Please repeat the entries word for word and keep the images out.

**MATERIAL FOR THE TASK:**
- - - - - - -

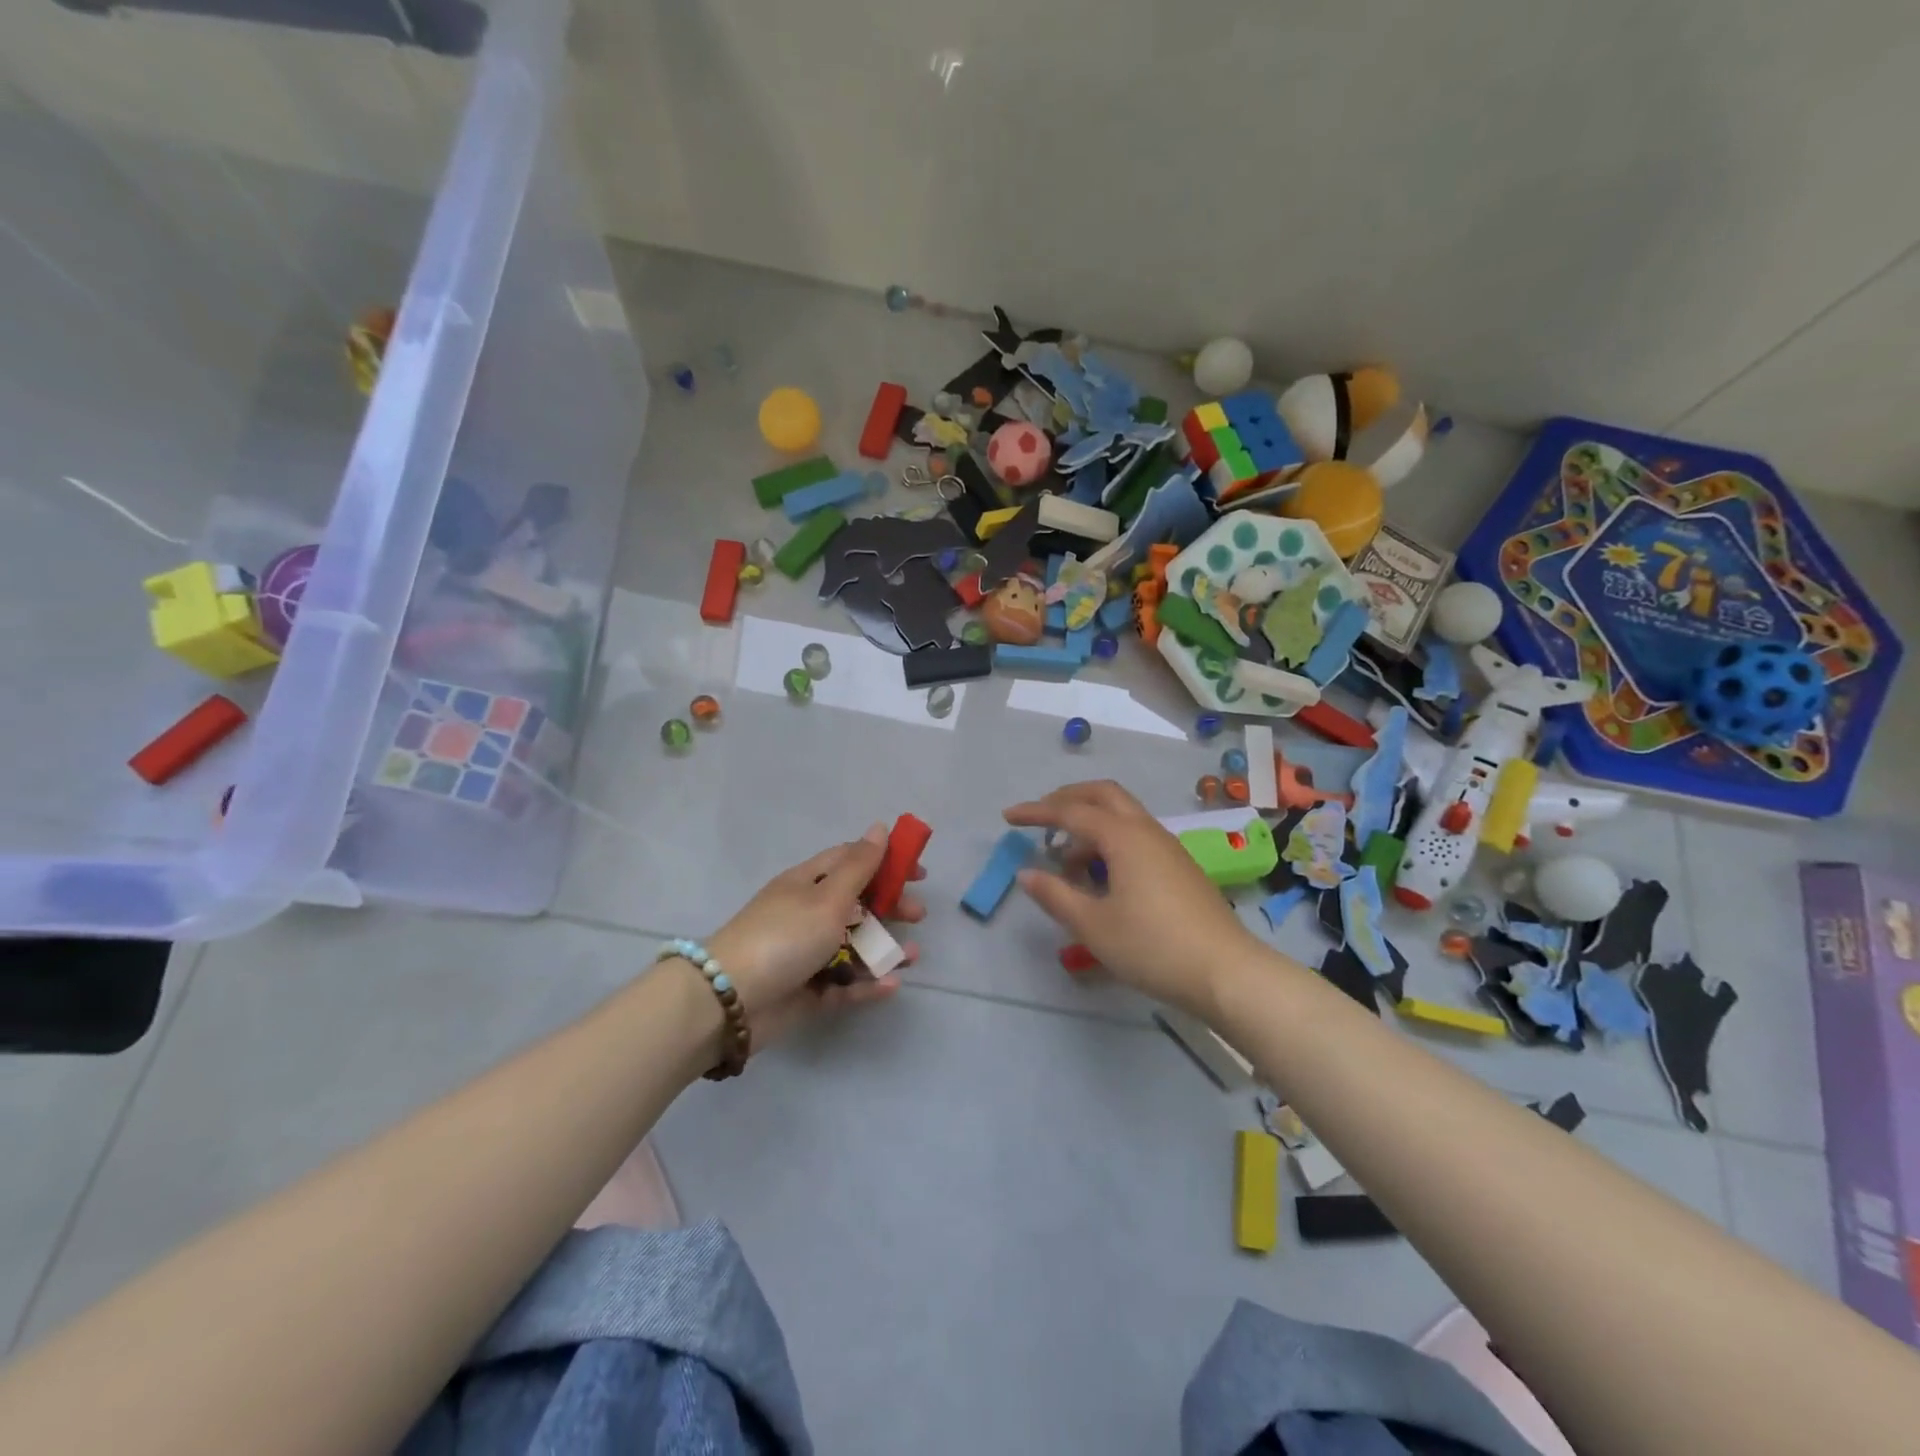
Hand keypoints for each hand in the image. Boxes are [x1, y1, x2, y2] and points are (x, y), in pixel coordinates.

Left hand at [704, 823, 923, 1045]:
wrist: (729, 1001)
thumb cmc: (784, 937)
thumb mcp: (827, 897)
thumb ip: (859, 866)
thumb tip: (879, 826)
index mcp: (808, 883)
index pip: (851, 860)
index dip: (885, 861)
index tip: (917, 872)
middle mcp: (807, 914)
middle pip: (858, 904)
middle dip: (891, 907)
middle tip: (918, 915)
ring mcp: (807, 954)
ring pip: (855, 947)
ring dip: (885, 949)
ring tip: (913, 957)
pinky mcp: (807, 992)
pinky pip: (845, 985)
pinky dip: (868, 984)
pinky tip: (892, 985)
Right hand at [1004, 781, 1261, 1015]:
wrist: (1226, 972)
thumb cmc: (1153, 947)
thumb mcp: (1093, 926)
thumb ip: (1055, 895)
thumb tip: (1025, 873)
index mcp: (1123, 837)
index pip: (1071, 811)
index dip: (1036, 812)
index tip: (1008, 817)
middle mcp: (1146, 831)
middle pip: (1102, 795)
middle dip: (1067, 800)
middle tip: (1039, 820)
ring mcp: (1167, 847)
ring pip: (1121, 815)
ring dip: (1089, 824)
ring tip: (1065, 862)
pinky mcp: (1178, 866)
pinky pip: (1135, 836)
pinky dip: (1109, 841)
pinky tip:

- - - - - - -

**PROBLEM SOLUTION:**
Hand keypoints for each hand in the image. Boxes are [x1, y1, x2, y2] and points are (x, y), in pixel coordinates.

Left hand at [704, 823, 923, 1045]:
wrist: (729, 1001)
thumb cmc: (784, 937)
thumb mcp: (827, 897)
thumb ip: (859, 866)
thumb tip: (879, 826)
index mcp: (808, 883)
index pip: (851, 860)
index dip: (885, 861)
index tip: (917, 872)
middle mcp: (807, 914)
middle pip: (858, 904)
middle dip: (891, 907)
middle tip: (918, 915)
ring mcp: (807, 954)
ring pip: (855, 947)
ring dip: (885, 949)
ring tip: (913, 957)
pinky mcp: (807, 992)
pinky pip: (845, 985)
pinky dip: (868, 984)
pinky tip: (892, 985)
Right hand at [1004, 781, 1261, 1015]:
wrist: (1226, 972)
thumb cmc: (1153, 947)
thumb mcp: (1093, 926)
thumb ip: (1055, 895)
thumb tip: (1025, 873)
index mcp: (1123, 837)
index pip: (1071, 811)
index dip: (1036, 812)
index tip: (1008, 817)
middle mcp: (1146, 831)
middle pip: (1102, 795)
middle dip: (1067, 800)
middle tip: (1039, 820)
ring mcp: (1167, 847)
ring pip: (1121, 815)
ring dip: (1089, 824)
ring tip: (1065, 862)
pinky mcp: (1178, 866)
pinky pip: (1135, 836)
pinky dip: (1109, 841)
pinky tip:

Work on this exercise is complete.